Description of the task
Go over the records and copy every line with the string "junctions".

Dataset content
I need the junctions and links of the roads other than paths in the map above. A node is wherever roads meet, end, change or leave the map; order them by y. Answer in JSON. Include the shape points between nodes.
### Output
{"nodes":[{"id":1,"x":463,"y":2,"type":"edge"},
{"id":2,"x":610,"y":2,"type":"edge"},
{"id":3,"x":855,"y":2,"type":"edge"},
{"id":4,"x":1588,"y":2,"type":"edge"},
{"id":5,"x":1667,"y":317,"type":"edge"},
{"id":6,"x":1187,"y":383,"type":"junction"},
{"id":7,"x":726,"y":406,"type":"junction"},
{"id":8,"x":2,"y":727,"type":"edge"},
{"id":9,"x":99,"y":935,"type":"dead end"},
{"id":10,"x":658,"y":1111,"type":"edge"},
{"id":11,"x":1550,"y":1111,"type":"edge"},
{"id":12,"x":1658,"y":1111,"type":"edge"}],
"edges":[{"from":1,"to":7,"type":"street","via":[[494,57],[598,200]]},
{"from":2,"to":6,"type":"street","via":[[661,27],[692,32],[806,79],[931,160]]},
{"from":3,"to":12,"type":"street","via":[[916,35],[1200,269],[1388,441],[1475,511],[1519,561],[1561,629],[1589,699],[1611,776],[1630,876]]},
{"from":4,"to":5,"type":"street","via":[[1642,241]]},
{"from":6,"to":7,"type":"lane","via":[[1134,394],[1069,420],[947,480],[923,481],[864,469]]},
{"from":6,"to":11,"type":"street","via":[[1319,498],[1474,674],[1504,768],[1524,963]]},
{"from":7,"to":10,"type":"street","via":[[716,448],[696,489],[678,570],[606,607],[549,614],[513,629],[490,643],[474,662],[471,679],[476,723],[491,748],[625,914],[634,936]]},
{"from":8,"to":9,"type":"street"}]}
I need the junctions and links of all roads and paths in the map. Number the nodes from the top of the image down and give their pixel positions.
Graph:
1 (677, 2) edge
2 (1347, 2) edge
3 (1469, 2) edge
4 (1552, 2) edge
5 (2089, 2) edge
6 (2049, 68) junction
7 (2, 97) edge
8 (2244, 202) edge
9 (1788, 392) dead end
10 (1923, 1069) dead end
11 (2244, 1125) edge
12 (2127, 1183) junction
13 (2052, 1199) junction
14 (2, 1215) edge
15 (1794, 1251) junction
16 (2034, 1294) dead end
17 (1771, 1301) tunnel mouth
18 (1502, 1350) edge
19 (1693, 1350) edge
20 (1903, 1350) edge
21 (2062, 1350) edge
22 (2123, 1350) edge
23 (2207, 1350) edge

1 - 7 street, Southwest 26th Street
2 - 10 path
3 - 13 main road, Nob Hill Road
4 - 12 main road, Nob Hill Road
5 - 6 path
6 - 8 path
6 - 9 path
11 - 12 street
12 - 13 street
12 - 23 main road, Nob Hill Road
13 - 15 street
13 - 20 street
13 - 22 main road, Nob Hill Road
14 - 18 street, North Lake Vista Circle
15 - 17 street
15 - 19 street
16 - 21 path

Answer space
I need the junctions and links of the roads other than paths in the map above. A node is wherever roads meet, end, change or leave the map; order them by y. Answer in JSON. Include the shape points between nodes.
I need the junctions and links of all roads and paths in the map. Number the nodes from the top of the image down and give their pixel positions.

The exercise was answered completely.